◆ **WHAT TO PRODUCE**: For this exercise, restate every line below word for word and drop the images.

◆ **Extracted records**:
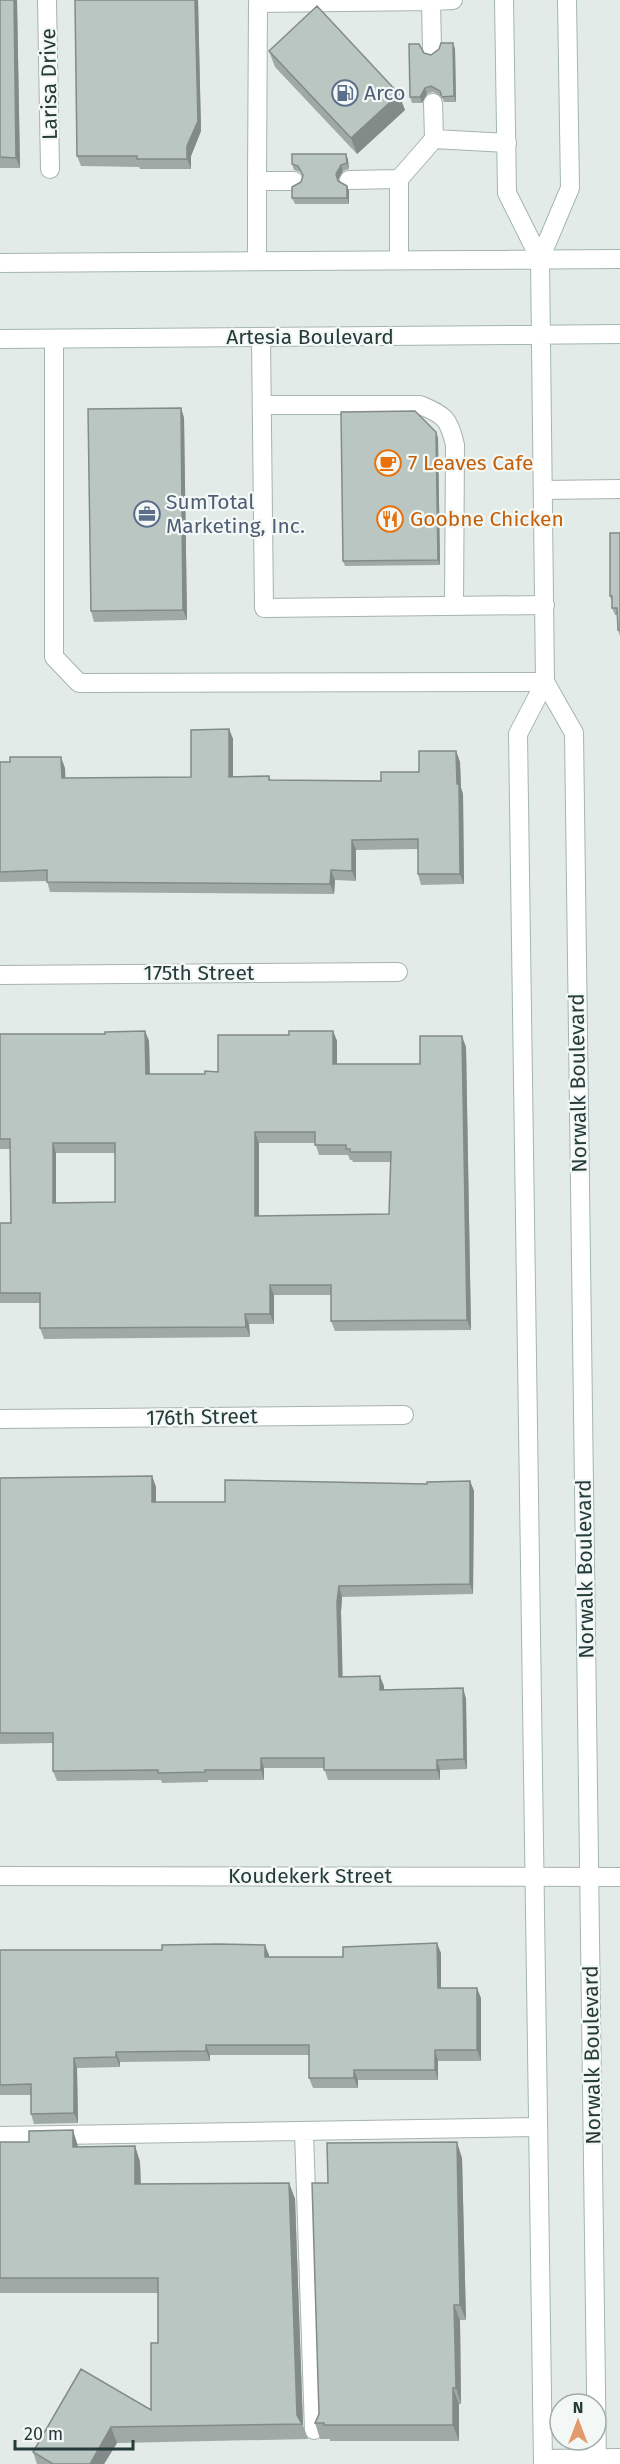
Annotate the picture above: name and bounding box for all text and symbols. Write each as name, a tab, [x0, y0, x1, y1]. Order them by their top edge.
street label: Larisa Drive	[35, 28, 63, 140]
fuel station icon: Arco	[330, 78, 360, 108]
place label: Arco	[364, 80, 405, 106]
street label: Artesia Boulevard	[226, 324, 394, 350]
cafe icon: 7 Leaves Cafe	[373, 448, 403, 478]
place label: 7 Leaves Cafe	[408, 450, 533, 476]
place label: SumTotal Marketing, Inc.	[166, 489, 305, 539]
office icon: SumTotal Marketing, Inc.	[132, 499, 162, 529]
restaurant icon: Goobne Chicken	[375, 504, 405, 534]
place label: Goobne Chicken	[410, 506, 564, 532]
street label: 175th Street	[144, 960, 255, 986]
street label: Norwalk Boulevard	[563, 993, 593, 1173]
street label: 176th Street	[146, 1403, 258, 1431]
street label: Norwalk Boulevard	[570, 1479, 600, 1659]
street label: Koudekerk Street	[228, 1863, 392, 1889]
street label: Norwalk Boulevard	[577, 1965, 607, 2145]
north arrow	[548, 2392, 608, 2452]
text: N	[573, 2398, 583, 2417]
scale bar	[15, 2413, 134, 2451]
text: 20 m	[24, 2423, 63, 2445]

◆ **EXPECTED OUTPUT**:
Annotate the picture above: name and bounding box for all text and symbols. Write each as name, a tab, [x0, y0, x1, y1]. Order them by their top edge.
street label: Larisa Drive	[35, 28, 63, 140]
fuel station icon: Arco	[330, 78, 360, 108]
place label: Arco	[364, 80, 405, 106]
street label: Artesia Boulevard	[226, 324, 394, 350]
cafe icon: 7 Leaves Cafe	[373, 448, 403, 478]
place label: 7 Leaves Cafe	[408, 450, 533, 476]
place label: SumTotal Marketing, Inc.	[166, 489, 305, 539]
office icon: SumTotal Marketing, Inc.	[132, 499, 162, 529]
restaurant icon: Goobne Chicken	[375, 504, 405, 534]
place label: Goobne Chicken	[410, 506, 564, 532]
street label: 175th Street	[144, 960, 255, 986]
street label: Norwalk Boulevard	[563, 993, 593, 1173]
street label: 176th Street	[146, 1403, 258, 1431]
street label: Norwalk Boulevard	[570, 1479, 600, 1659]
street label: Koudekerk Street	[228, 1863, 392, 1889]
street label: Norwalk Boulevard	[577, 1965, 607, 2145]
north arrow	[548, 2392, 608, 2452]
text: N	[573, 2398, 583, 2417]
scale bar	[15, 2413, 134, 2451]
text: 20 m	[24, 2423, 63, 2445]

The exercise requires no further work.